▶ What is being asked
Using the data beneath, show every line that includes the word "Beverly".

▶ Information given
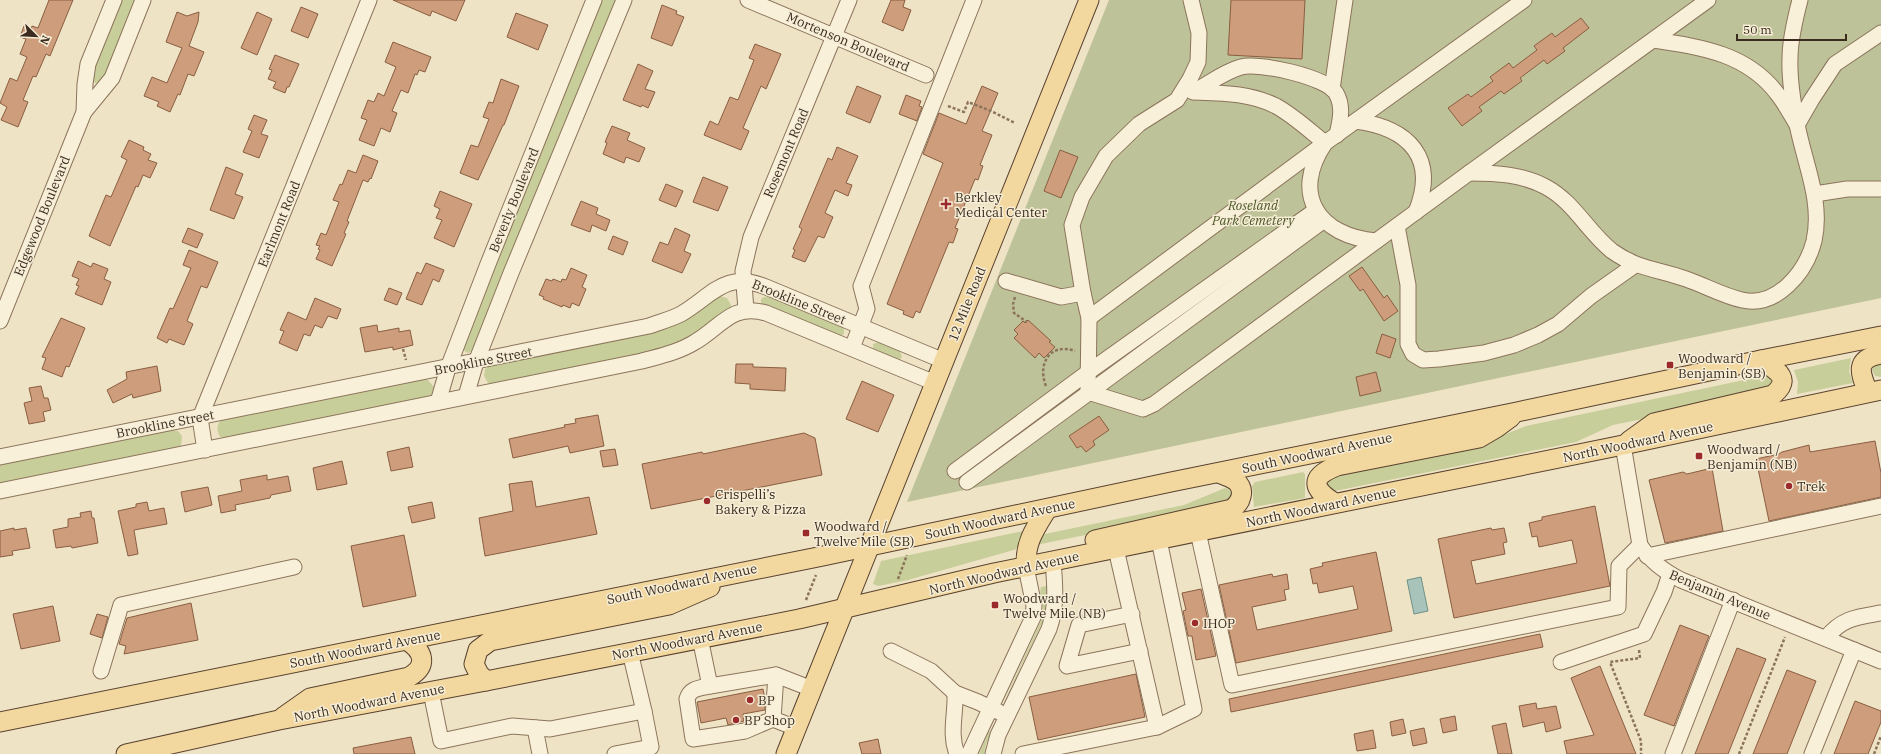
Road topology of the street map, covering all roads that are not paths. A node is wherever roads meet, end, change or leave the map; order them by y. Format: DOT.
graph roads {
  1 [pos="114,0"];
  2 [pos="144,0"];
  3 [pos="368,0"];
  4 [pos="594,0"];
  5 [pos="624,0"];
  6 [pos="748,0"];
  7 [pos="849,0"];
  8 [pos="974,0"];
  9 [pos="1089,0"];
  10 [pos="1191,0"];
  11 [pos="1345,0"];
  12 [pos="1524,0"];
  13 [pos="1708,0"];
  14 [pos="1800,0"];
  15 [pos="1881,33"];
  16 [pos="835,36"];
  17 [pos="1654,40"];
  18 [pos="926,75"];
  19 [pos="1332,89"];
  20 [pos="1194,92"];
  21 [pos="1177,100"];
  22 [pos="84,112"];
  23 [pos="1356,121"];
  24 [pos="1797,125"];
  25 [pos="1331,139"];
  26 [pos="1469,173"];
  27 [pos="1881,189"];
  28 [pos="1815,194"];
  29 [pos="1416,212"];
  30 [pos="1320,215"];
  31 [pos="1397,226"];
  32 [pos="1376,241"];
  33 [pos="1635,265"];
  34 [pos="742,280"];
  35 [pos="1013,283"];
  36 [pos="1083,293"];
  37 [pos="746,310"];
  38 [pos="1089,318"];
  39 [pos="0,321"];
  40 [pos="860,326"];
  41 [pos="1881,336"];
  42 [pos="852,348"];
  43 [pos="1881,354"];
  44 [pos="1761,360"];
  45 [pos="944,361"];
  46 [pos="476,362"];
  47 [pos="448,368"];
  48 [pos="1087,373"];
  49 [pos="935,383"];
  50 [pos="1874,391"];
  51 [pos="1088,392"];
  52 [pos="466,396"];
  53 [pos="438,402"];
  54 [pos="1517,412"];
  55 [pos="200,418"];
  56 [pos="1623,445"];
  57 [pos="204,450"];
  58 [pos="0,457"];
  59 [pos="955,472"];
  60 [pos="1219,473"];
  61 [pos="967,482"];
  62 [pos="0,491"];
  63 [pos="1336,504"];
  64 [pos="1881,506"];
  65 [pos="1047,509"];
  66 [pos="1198,532"];
  67 [pos="1159,540"];
  68 [pos="869,546"];
  69 [pos="1116,549"];
  70 [pos="1644,551"];
  71 [pos="1053,561"];
  72 [pos="294,567"];
  73 [pos="1026,567"];
  74 [pos="746,572"];
  75 [pos="1670,574"];
  76 [pos="1733,600"];
  77 [pos="845,608"];
  78 [pos="1881,613"];
  79 [pos="1132,614"];
  80 [pos="700,638"];
  81 [pos="1826,638"];
  82 [pos="408,641"];
  83 [pos="1854,650"];
  84 [pos="891,651"];
  85 [pos="1140,651"];
  86 [pos="630,652"];
  87 [pos="1881,661"];
  88 [pos="1561,662"];
  89 [pos="100,671"];
  90 [pos="776,674"];
  91 [pos="486,681"];
  92 [pos="710,686"];
  93 [pos="812,689"];
  94 [pos="431,692"];
  95 [pos="956,693"];
  96 [pos="990,707"];
  97 [pos="644,711"];
  98 [pos="1007,716"];
  99 [pos="773,719"];
  100 [pos="279,720"];
  101 [pos="0,722"];
  102 [pos="1157,727"];
  103 [pos="535,728"];
  104 [pos="796,728"];
  105 [pos="126,754"];
  106 [pos="540,754"];
  107 [pos="615,754"];
  108 [pos="786,754"];
  109 [pos="957,754"];
  110 [pos="969,754"];
  111 [pos="993,754"];
  112 [pos="1023,754"];
  113 [pos="1673,754"];
  114 [pos="1812,754"];
  1 -- 22 [label="street, Edgewood Boulevard"];
  2 -- 22 [label="street, Edgewood Boulevard"];
  3 -- 55 [label="street, Earlmont Road"];
  4 -- 47 [label="street, Beverly Boulevard"];
  5 -- 46 [label="street, Beverly Boulevard"];
  6 -- 16 [label="street, Mortenson Boulevard"];
  7 -- 16 [label="street, Rosemont Road"];
  8 -- 40 [label="street"];
  9 -- 45 [label="main road, 12 Mile Road"];
  10 -- 21 [label="street"];
  11 -- 19 [label="street"];
  12 -- 23 [label="street"];
  13 -- 17 [label="street"];
  14 -- 24 [label="street"];
  15 -- 24 [label="street"];
  16 -- 18 [label="street, Mortenson Boulevard"];
  16 -- 34 [label="street, Rosemont Road"];
  17 -- 24 [label="street"];
  17 -- 26 [label="street"];
  19 -- 20 [label="street"];
  19 -- 25 [label="street"];
  20 -- 21 [label="street"];
  20 -- 25 [label="street"];
  21 -- 36 [label="street"];
  22 -- 39 [label="street, Edgewood Boulevard"];
  23 -- 25 [label="street"];
  23 -- 29 [label="street"];
  24 -- 28 [label="street"];
  25 -- 30 [label="street"];
  25 -- 38 [label="street"];
  26 -- 29 [label="street"];
  26 -- 33 [label="street"];
  27 -- 28 [label="street"];
  28 -- 33 [label="street"];
  29 -- 31 [label="street"];
  30 -- 32 [label="street"];
  30 -- 48 [label="street"];
  30 -- 51 [label="street"];
  31 -- 32 [label="street"];
  31 -- 33 [label="street"];
  32 -- 51 [label="street"];
  34 -- 37 [label="street, Rosemont Road"];
  34 -- 40 [label="street, Brookline Street"];
  34 -- 46 [label="street, Brookline Street"];
  35 -- 36 [label="street"];
  36 -- 38 [label="street"];
  37 -- 42 [label="street, Brookline Street"];
  37 -- 52 [label="street"];
  38 -- 48 [label="street"];
  40 -- 42 [label="street"];
  40 -- 45 [label="street, Brookline Street"];
  41 -- 44 [label="main road, South Woodward Avenue"];
  42 -- 49 [label="street, Brookline Street"];
  43 -- 50 [label="main road"];
  44 -- 54 [label="main road, South Woodward Avenue"];
  44 -- 56 [label="main road"];
  45 -- 49 [label="main road, 12 Mile Road"];
  46 -- 47 [label="street, Brookline Street"];
  46 -- 52 [label="street, Beverly Boulevard"];
  47 -- 53 [label="street, Beverly Boulevard"];
  47 -- 55 [label="street, Brookline Street"];
  48 -- 51 [label="street"];
  48 -- 59 [label="street"];
  49 -- 68 [label="main road, 12 Mile Road"];
  50 -- 56 [label="main road, North Woodward Avenue"];
  51 -- 61 [label="street"];
  52 -- 53 [label="street"];
  53 -- 57 [label="street"];
  54 -- 60 [label="main road, South Woodward Avenue"];
  54 -- 63 [label="main road"];
  55 -- 57 [label="street, Earlmont Road"];
  55 -- 58 [label="street, Brookline Street"];
  56 -- 63 [label="main road, North Woodward Avenue"];
  56 -- 70 [label="street"];
  57 -- 62 [label="street"];
  60 -- 65 [label="main road, South Woodward Avenue"];
  60 -- 71 [label="main road"];
  63 -- 66 [label="main road, North Woodward Avenue"];
  64 -- 70 [label="street"];
  65 -- 68 [label="main road, South Woodward Avenue"];
  65 -- 73 [label="main road"];
  66 -- 67 [label="main road, North Woodward Avenue"];
  66 -- 70 [label="street"];
  67 -- 69 [label="main road, North Woodward Avenue"];
  67 -- 102 [label="street"];
  68 -- 74 [label="main road, South Woodward Avenue"];
  68 -- 77 [label="main road, 12 Mile Road"];
  69 -- 71 [label="main road, North Woodward Avenue"];
  69 -- 79 [label="street"];
  70 -- 75 [label="street, Benjamin Avenue"];
  71 -- 73 [label="main road, North Woodward Avenue"];
  71 -- 98 [label="street"];
  72 -- 89 [label="street"];
  73 -- 77 [label="main road, North Woodward Avenue"];
  73 -- 96 [label="street"];
  74 -- 82 [label="main road, South Woodward Avenue"];
  74 -- 91 [label="main road"];
  75 -- 76 [label="street, Benjamin Avenue"];
  75 -- 88 [label="street"];
  76 -- 81 [label="street, Benjamin Avenue"];
  76 -- 113 [label="street"];
  77 -- 80 [label="main road, North Woodward Avenue"];
  77 -- 93 [label="main road, 12 Mile Road"];
  78 -- 81 [label="street"];
  79 -- 85 [label="street"];
  79 -- 85 [label="street"];
  80 -- 86 [label="main road, North Woodward Avenue"];
  80 -- 92 [label="street"];
  81 -- 83 [label="street, Benjamin Avenue"];
  82 -- 100 [label="main road"];
  82 -- 101 [label="main road, South Woodward Avenue"];
  83 -- 87 [label="street, Benjamin Avenue"];
  83 -- 114 [label="street"];
  84 -- 95 [label="street"];
  85 -- 102 [label="street"];
  86 -- 91 [label="main road, North Woodward Avenue"];
  86 -- 97 [label="street"];
  90 -- 92 [label="street"];
  90 -- 93 [label="street"];
  90 -- 99 [label="street"];
  91 -- 94 [label="main road, North Woodward Avenue"];
  92 -- 99 [label="street"];
  93 -- 104 [label="main road, 12 Mile Road"];
  94 -- 100 [label="main road, North Woodward Avenue"];
  94 -- 103 [label="street"];
  95 -- 96 [label="street"];
  95 -- 109 [label="street"];
  96 -- 98 [label="street"];
  96 -- 110 [label="street"];
  97 -- 103 [label="street"];
  97 -- 107 [label="street"];
  98 -- 111 [label="street"];
  99 -- 104 [label="street"];
  100 -- 105 [label="main road, North Woodward Avenue"];
  102 -- 112 [label="street"];
  103 -- 106 [label="street"];
  104 -- 108 [label="main road, 12 Mile Road"];
}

▶ Answer to the exercise
  4 -- 47 [label="street, Beverly Boulevard"];
  5 -- 46 [label="street, Beverly Boulevard"];
  46 -- 52 [label="street, Beverly Boulevard"];
  47 -- 53 [label="street, Beverly Boulevard"];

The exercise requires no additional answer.